Home to more than 84 million people, the majority of people in Ethiopia live in rural areas and have limited access to reproductive healthcare. For women in Ethiopia, a number of factors can serve as barriers to accessing family planning services, including illiteracy, early child bearing, gender-based disparities, and religious and traditional influences.
Despite these challenges, Ethiopia continues to make significant strides toward increasing access to family planning services and advancing maternal and child health. For 25 years, EngenderHealth has worked to bring about this progress by empowering millions of Ethiopian women to stay healthy and decide if, when, and how many children to have—a decision that can determine the course of their lives. Our projects span a wide range of reproductive healthcare services, from expanding contraceptive choice, to ensuring the delivery of high-quality maternal health care, to reducing unsafe abortions. In addition to preventing unwanted pregnancy, EngenderHealth also works to ensure that Ethiopian mothers have the best chance at surviving pregnancy.

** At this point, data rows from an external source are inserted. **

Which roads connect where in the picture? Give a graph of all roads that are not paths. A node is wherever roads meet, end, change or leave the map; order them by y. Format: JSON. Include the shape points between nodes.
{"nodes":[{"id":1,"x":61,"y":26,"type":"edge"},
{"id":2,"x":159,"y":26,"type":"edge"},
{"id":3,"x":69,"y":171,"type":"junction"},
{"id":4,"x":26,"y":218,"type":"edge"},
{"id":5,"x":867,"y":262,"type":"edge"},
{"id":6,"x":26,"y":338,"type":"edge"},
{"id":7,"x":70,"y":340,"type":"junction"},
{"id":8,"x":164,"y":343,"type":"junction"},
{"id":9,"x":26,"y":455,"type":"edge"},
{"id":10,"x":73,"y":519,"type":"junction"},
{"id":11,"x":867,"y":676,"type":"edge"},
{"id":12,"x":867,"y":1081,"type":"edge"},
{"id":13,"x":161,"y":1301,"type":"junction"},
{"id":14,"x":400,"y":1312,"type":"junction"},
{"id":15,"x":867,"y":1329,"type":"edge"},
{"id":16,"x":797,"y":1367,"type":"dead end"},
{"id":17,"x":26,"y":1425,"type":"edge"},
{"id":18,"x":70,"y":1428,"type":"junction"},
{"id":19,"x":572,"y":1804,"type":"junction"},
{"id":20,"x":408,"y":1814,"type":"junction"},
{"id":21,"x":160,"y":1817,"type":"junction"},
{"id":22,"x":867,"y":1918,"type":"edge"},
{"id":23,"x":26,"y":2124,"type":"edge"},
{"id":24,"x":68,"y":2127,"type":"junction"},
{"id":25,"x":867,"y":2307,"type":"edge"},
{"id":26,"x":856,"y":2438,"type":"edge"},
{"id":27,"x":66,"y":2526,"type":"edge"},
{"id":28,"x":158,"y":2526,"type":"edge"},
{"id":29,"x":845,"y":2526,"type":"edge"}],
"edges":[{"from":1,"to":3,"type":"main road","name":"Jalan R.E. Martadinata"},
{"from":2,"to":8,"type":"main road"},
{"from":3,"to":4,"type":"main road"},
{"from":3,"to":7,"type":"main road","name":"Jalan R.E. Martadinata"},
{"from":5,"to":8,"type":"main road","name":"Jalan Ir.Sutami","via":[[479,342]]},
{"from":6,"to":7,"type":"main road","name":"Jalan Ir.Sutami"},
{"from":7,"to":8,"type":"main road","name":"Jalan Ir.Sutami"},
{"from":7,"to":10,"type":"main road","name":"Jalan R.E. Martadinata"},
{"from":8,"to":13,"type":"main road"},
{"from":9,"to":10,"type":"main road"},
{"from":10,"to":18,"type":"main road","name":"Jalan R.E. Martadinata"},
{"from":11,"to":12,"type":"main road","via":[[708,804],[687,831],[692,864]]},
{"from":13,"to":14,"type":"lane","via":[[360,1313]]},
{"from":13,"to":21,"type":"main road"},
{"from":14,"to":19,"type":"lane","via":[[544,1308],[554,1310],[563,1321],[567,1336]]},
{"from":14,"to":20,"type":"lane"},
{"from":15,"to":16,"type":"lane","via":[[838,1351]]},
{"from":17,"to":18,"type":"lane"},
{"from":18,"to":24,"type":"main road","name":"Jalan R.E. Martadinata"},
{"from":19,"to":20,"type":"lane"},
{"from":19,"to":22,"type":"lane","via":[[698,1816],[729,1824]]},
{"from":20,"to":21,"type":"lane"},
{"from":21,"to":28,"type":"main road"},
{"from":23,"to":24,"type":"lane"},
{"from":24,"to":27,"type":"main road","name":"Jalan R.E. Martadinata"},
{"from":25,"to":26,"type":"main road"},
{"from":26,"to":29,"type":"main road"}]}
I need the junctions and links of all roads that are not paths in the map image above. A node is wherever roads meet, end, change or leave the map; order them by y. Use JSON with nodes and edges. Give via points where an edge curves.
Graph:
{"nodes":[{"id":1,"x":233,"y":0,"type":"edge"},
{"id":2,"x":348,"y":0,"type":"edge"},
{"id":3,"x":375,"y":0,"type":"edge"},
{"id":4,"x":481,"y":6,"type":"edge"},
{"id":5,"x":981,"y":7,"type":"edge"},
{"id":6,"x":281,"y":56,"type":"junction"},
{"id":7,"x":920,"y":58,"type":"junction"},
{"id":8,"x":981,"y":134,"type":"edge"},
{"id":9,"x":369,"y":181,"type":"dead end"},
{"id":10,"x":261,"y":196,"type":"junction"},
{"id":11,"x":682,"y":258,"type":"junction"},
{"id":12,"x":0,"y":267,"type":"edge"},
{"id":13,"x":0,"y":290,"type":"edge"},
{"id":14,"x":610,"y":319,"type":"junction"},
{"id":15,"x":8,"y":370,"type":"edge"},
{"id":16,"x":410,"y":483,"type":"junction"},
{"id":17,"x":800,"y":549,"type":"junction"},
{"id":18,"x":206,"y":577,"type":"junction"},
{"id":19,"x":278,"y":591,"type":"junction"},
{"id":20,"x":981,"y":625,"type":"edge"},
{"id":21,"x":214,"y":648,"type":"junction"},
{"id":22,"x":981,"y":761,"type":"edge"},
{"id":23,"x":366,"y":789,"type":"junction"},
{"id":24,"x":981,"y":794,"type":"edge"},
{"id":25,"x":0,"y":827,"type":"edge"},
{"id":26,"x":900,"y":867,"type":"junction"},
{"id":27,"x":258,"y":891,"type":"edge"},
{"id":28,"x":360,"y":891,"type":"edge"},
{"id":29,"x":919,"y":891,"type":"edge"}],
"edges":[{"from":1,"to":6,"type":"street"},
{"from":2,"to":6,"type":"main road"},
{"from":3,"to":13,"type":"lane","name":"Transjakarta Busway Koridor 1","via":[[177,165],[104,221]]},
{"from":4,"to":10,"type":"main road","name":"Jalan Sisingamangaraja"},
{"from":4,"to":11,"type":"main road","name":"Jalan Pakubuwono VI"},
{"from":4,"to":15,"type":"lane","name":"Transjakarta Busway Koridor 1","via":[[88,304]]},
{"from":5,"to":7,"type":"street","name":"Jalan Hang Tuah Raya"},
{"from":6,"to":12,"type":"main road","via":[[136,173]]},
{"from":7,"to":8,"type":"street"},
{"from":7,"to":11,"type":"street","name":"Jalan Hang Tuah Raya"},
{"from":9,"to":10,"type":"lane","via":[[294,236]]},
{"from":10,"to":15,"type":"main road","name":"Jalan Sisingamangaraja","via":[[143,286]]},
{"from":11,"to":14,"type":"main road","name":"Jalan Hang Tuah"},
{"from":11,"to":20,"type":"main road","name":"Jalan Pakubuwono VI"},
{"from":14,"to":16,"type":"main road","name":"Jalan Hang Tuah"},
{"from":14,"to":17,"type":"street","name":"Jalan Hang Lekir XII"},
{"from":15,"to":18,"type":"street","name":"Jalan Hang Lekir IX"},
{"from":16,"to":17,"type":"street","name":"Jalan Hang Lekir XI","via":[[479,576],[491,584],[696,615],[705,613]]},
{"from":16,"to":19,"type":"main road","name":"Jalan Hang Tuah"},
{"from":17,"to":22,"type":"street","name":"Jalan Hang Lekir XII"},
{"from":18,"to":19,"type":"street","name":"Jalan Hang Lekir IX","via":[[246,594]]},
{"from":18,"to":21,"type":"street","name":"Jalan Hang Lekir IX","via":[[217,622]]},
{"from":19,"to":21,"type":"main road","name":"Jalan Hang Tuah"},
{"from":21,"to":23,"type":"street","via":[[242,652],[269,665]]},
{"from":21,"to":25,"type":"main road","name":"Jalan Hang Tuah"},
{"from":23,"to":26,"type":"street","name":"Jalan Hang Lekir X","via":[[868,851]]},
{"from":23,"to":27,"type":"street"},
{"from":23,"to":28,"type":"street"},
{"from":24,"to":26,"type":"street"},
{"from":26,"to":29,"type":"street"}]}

In partnership with the government of Ethiopia, our current projects reach five out of the nine regional states of Ethiopia and two city administrations, covering a total of 175 Woredas (districts).
Our work in Ethiopia is creating lasting impact. Since 1987 when we first introduced long-acting and permanent methods (LA/PMs) of contraception in Ethiopia, use of these methods has increased seven-fold at the health facilities we support. As a result, more than 3.5 million more Ethiopian women and men have felt the life-changing benefits of family planning and reproductive health services. In the past five years alone, the contraceptive prevalence rate in Ethiopia has doubled (from 15% in 2006 to 29% in 2011). Through our quarter-century commitment, we continue to empower Ethiopian women to preserve their health and plan their futures—generating power that yields broad benefits and positive change for their families and their communities.